What is a Copyright?

Copyright is a form of protection provided to the authors of “original works of authorship” including literary, dramatic, musical, artistic, and certain other intellectual works, both published and unpublished. Copyright law generally gives the owner of a copyright the exclusive right to reproduce the copyrighted work, to prepare derivative works, to distribute copies or phonorecords of the copyrighted work, to perform the copyrighted work publicly, or to display the copyrighted work publicly.

The copyright protects the form of expression rather than the subject matter of the writing. For example, a description of a machine could be copyrighted, but this would only prevent others from copying the description; it would not prevent others from writing a description of their own or from making and using the machine. In order to prevent the making and using of the machine one would have to seen patent protection. Copyrights are registered by the Copyright Office, which is a part of the Library of Congress.

What is a Trade Secret?

A trade secret is any valuable business information that is that is not generally known and is subject to reasonable efforts to preserve confidentiality. A trade secret will be protected from misappropriation from exploitation (through state law) by those who either obtain access through improper means or who breach a promise to keep the information confidential.

Trade secret misappropriation is really a type of unfair competition. Remedies for infringement of a trade secret include damages, profits, reasonable royalties, and an injunction. Some statutes also provide for enhanced damages and attorneys fees in certain circumstances.

What is a Trademark?

Generally speaking a trademark is a word, name, symbol or device which is used in trade with goods to indicate the source of the goods and to distinguish them from the goods of others. A service mark is the same as a trademark except that it identifies and distinguishes the source of a service rather than a product. The terms “trademark” and “mark” are commonly used to refer to both trademarks and service marks.

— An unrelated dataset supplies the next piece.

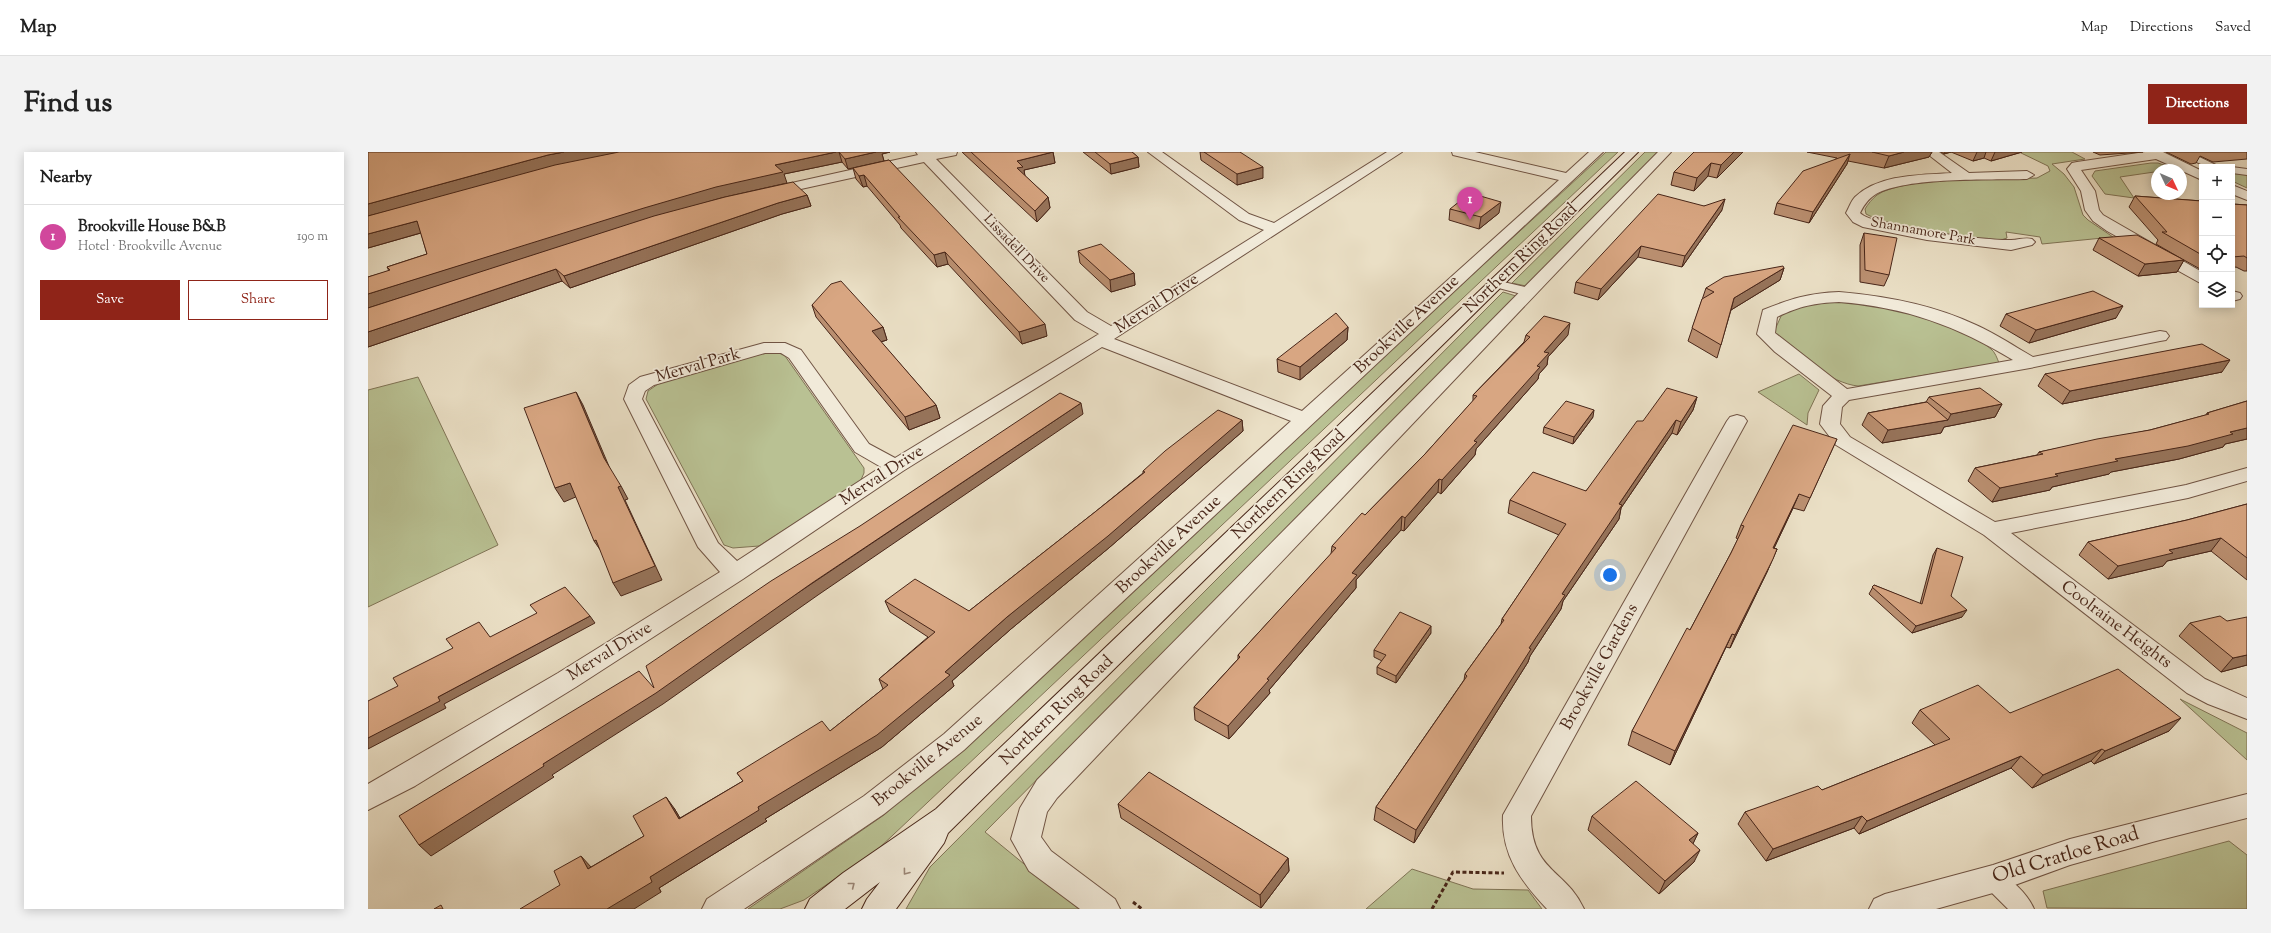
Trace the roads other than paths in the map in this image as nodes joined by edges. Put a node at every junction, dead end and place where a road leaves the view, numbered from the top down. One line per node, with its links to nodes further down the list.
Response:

Trademark rights may be used to prevent others from using a confusingly similar mark, but not to prevent others from making the same goods or from selling the same goods or services under a clearly different mark. Trademarks which are used in interstate or foreign commerce may be registered with the Patent and Trademark Office.

What is Trade Dress Protection?

Trade dress is the totality of elements in which a product or service is packaged or presented. These elements combine to create the whole visual image presented to customers and are capable of acquiring exclusive legal rights as a type of trademark or identifying symbol of origin. Because trade dress includes all factors making up the total image under which a product or service is presented to customers, it potentially covers almost all aspects of appearance. Things that have been held protectable under the category of trade dress include: (1) the shape and appearance of a product; (2) the shape and appearance of a container; (3) the cover of a book or magazine; (4) the layout and appearance of a business establishment such as a restaurant; (5) the theme and look of a line of greeting cards; and (6) the recognizable shape of an automobile.

What is the Right of Publicity?

The “right of publicity” is the inherent right of every human being to control the commercial use of his or her identity. Please note these carefully chosen words. It is the right of “every human being,” not the right of every person. In many contexts we could substitute the phrase “every human being” with the word “person,” but it is important to remember that the right of publicity is an individual right. When the word “person” is used in the law we most often define “person” to include corporations or other similar entities. This is not the case with the right of publicity. The right of publicity does not protect the persona of a corporation, partnership, institution or other similar entities; it protects only the human identity.

Infringement of the right of publicity can be triggered by any unauthorized use in which the plaintiff is “identifiable.” A plaintiff is identifiable by name, nickname, stage name, pen name, picture, photograph, voice (particularly a distinctive voice) or any object closely identified with a person. An unpermitted commercial use where the plaintiff is identifiable triggers a prima facie case of infringement of the right of publicity.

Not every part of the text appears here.